Ana Paula Andreolla
ana.fernandes@jornaldebrasilia.com.br
Pode sair no final da tarde de hoje o parecer oficial do Ministério Público do Distrito Federal e Territórios (MPDFT) sobre os pedidos de prisões preventivas feitos pela Coordenação de Crimes Contra a Vida (Corvida) em desfavor de seis pessoas suspeitas de terem algum tipo de envolvimento no triplo homicídio da 113 Sul. Entre elas está a filha do casal assassinado, Adriana Villela. Seus pais, o ex-ministro do Tribunal Superior Eleitoral (TSE) e advogado, José Guilherme Villela, e a advogada Maria Carvalho Mendes Villela, junto com a principal empregada, Francisca Nascimento da Silva, foram encontrados mortos em agosto do ano passado, vítimas de 73 facadas, dentro do apartamento do casal.
O promotor responsável pelo caso, Maurício Miranda, adianta que é extenso e delicado o documento entregue pela Corvida.
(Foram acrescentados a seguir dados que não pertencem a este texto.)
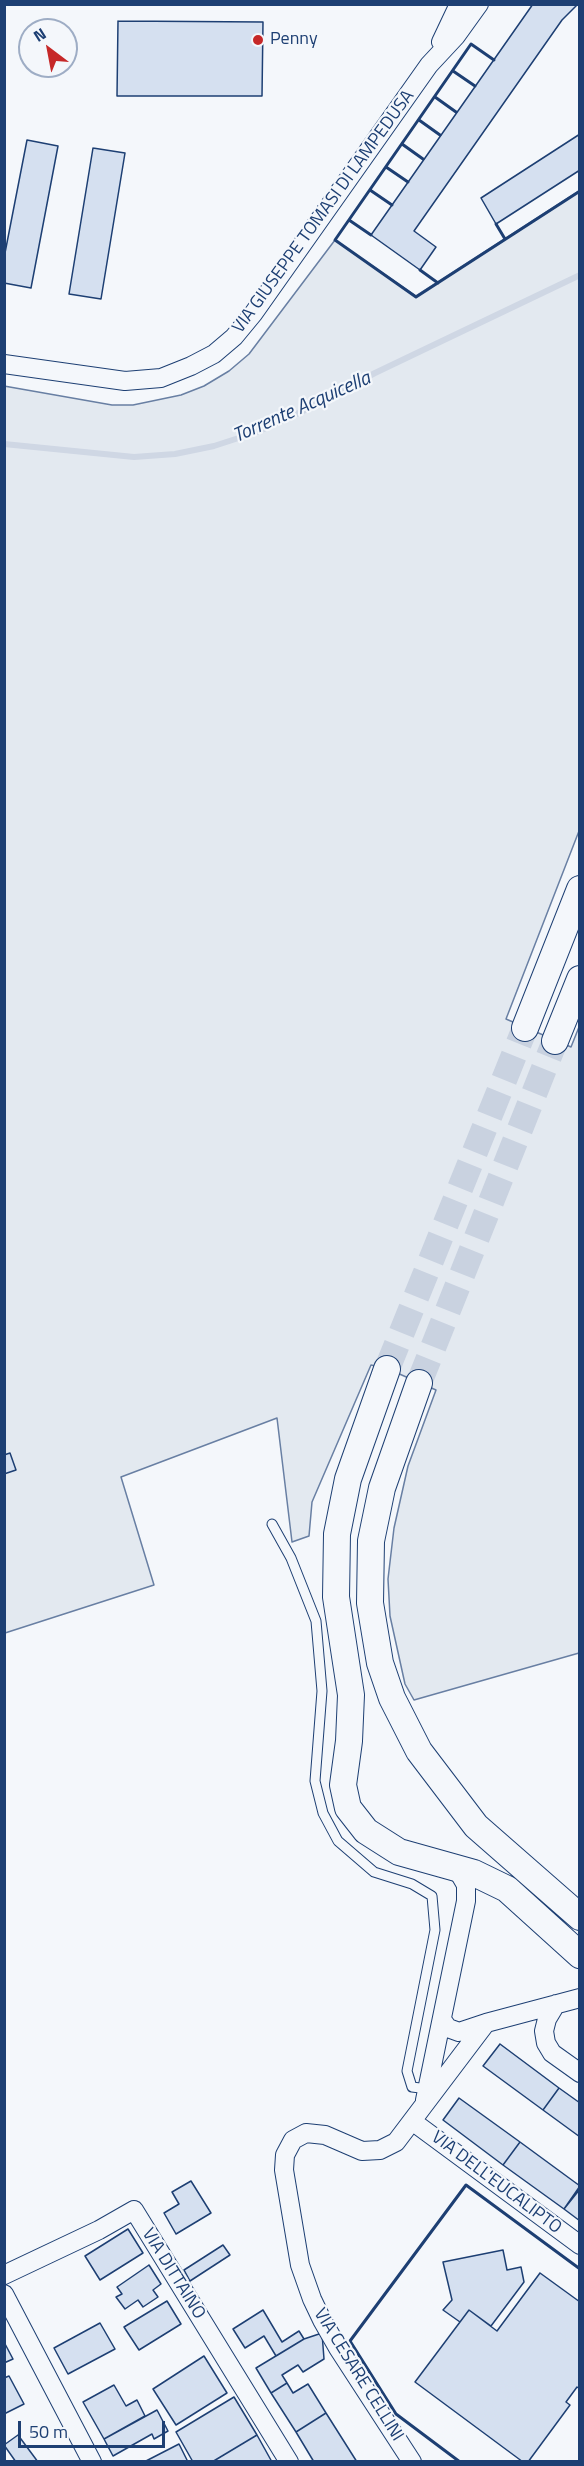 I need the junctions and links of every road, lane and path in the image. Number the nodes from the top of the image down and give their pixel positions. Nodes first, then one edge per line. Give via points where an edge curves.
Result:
1 (459, 4) edge
2 (465, 4) edge
3 (479, 4) edge
4 (447, 30) junction
5 (429, 65) junction
6 (4, 364) edge
7 (579, 889) edge
8 (579, 979) edge
9 (525, 1028) tunnel mouth
10 (555, 1041) tunnel mouth
11 (387, 1369) tunnel mouth
12 (419, 1383) tunnel mouth
13 (272, 1524) dead end
14 (455, 1866) junction
15 (579, 1917) edge
16 (579, 1955) edge
17 (579, 1998) edge
18 (556, 2004) junction
19 (442, 2021) junction
20 (486, 2023) junction
21 (579, 2073) edge
22 (426, 2098) junction
23 (412, 2121) junction
24 (579, 2246) edge
25 (4, 2275) edge
26 (4, 2294) edge
27 (92, 2462) edge
28 (288, 2462) edge
29 (412, 2462) edge

1 - 4 street
2 - 4 street
3 - 5 street
4 - 5 street
5 - 6 street, VIA GIUSEPPE TOMASI DI LAMPEDUSA via 253,314 214,354 161,378 125,381
7 - 9 main road
8 - 10 main road
11 - 14 main road via 348,1479 337,1534 336,1597 351,1695 344,1796 354,1818 382,1842 414,1857
12 - 15 main road via 382,1488 370,1541 370,1604 380,1663 395,1706 418,1750 476,1826
13 - 22 lane via 291,1558 316,1621 322,1691 315,1781 323,1813 338,1841 374,1872 412,1884 432,1896 435,1930 407,2071 412,2087
14 - 16 main road via 507,1890
14 - 19 street via 466,1885 466,1901
17 - 18 street
18 - 20 street
18 - 21 street via 547,2019 546,2043 552,2053
19 - 20 street via 459,2032
19 - 22 street
20 - 22 street, VIA CESARE CELLINI
22 - 23 street, VIA CESARE CELLINI
23 - 24 street, VIA DELL'EUCALIPTO
23 - 29 street, VIA CESARE CELLINI via 396,2142 380,2150 362,2151 325,2135 306,2133 293,2140 285,2155 284,2170 300,2265 312,2299 338,2348
25 - 28 street, VIA DITTAINO via 134,2210
26 - 27 street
Composto por mais de mil páginas, o documento demanda esforços da promotoria, que tenta acelerar a análise para dar uma resposta ainda hoje à sociedade. “Nós temos que verificar se há embasamento legal para todos os pedidos e levantamentos feitos pela Corvida”, explicou Miranda.
Enquanto isso, a ex-delegada chefe da 1ª Delegacia de Polícia, Martha Vargas, que também está na lista dos seis pedidos de prisão preventiva de autoria da Corvida, mostra indignação com as atitudes da coordenação. “Sou vítima de uma perseguição profissional”, denuncia a delegada. “Moro em Brasília, possuo residência fixa e estou à disposição da Justiça. Não cometi nenhum crime, apenas trabalhei no caso”.